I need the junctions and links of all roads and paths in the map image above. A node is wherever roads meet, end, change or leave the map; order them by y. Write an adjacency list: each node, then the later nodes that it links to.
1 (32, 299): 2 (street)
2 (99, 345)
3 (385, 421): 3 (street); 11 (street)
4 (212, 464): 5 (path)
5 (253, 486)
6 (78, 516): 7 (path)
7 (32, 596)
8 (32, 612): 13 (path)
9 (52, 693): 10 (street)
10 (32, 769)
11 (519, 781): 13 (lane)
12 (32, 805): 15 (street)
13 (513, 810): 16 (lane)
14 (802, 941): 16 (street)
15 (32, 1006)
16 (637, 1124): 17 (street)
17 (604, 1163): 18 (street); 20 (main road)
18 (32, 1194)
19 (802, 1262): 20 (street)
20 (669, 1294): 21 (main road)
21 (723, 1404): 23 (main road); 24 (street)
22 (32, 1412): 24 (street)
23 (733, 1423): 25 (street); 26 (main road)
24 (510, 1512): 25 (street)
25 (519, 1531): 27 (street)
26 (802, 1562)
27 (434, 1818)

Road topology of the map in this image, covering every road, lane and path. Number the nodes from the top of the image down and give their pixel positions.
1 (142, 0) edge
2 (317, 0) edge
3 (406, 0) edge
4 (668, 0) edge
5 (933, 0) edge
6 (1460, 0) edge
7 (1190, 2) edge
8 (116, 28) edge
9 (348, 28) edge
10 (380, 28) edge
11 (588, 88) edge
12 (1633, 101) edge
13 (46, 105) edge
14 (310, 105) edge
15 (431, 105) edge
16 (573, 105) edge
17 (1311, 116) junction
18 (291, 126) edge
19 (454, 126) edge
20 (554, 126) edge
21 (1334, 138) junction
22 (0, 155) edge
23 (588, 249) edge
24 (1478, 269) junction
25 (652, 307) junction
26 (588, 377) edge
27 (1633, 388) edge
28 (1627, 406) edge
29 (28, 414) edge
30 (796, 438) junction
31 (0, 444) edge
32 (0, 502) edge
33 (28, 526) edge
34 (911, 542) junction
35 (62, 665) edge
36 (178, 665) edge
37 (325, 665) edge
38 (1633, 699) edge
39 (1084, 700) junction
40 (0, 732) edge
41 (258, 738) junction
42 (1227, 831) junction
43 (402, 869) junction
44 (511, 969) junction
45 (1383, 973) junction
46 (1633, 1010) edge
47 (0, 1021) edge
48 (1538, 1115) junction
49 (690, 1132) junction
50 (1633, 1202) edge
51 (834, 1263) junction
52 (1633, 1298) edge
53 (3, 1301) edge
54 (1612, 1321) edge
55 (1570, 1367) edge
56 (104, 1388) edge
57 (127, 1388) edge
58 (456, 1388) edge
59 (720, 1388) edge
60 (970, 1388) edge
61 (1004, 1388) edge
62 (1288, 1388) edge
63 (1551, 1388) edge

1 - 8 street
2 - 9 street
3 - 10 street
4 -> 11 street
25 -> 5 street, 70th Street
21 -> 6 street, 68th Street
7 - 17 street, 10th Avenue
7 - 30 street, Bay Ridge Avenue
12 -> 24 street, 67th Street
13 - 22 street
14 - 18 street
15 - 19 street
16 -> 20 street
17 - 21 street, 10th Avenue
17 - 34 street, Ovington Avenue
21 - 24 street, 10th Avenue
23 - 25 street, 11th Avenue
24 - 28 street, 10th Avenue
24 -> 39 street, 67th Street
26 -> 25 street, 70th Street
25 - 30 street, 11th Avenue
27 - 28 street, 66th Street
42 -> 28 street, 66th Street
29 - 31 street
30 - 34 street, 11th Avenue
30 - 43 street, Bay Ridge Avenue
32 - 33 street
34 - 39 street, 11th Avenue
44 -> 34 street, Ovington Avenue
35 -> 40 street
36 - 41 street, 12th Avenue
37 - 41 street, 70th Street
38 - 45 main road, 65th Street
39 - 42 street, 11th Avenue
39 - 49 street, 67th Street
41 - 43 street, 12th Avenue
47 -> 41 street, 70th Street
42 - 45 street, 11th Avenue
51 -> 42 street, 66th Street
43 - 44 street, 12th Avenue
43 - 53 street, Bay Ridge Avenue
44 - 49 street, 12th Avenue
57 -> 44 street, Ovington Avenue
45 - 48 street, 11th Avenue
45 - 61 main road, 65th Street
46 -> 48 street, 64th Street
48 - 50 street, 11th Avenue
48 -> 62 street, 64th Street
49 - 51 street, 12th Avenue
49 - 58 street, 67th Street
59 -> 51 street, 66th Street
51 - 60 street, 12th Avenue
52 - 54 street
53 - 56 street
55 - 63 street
■ ■ ■ ■
Check each line in the records above for the word "main". Return those that have it.

## TASK RESULT
17 (604, 1163): 18 (street); 20 (main road)
20 (669, 1294): 21 (main road)
21 (723, 1404): 23 (main road); 24 (street)
23 (733, 1423): 25 (street); 26 (main road)
38 - 45 main road, 65th Street
45 - 61 main road, 65th Street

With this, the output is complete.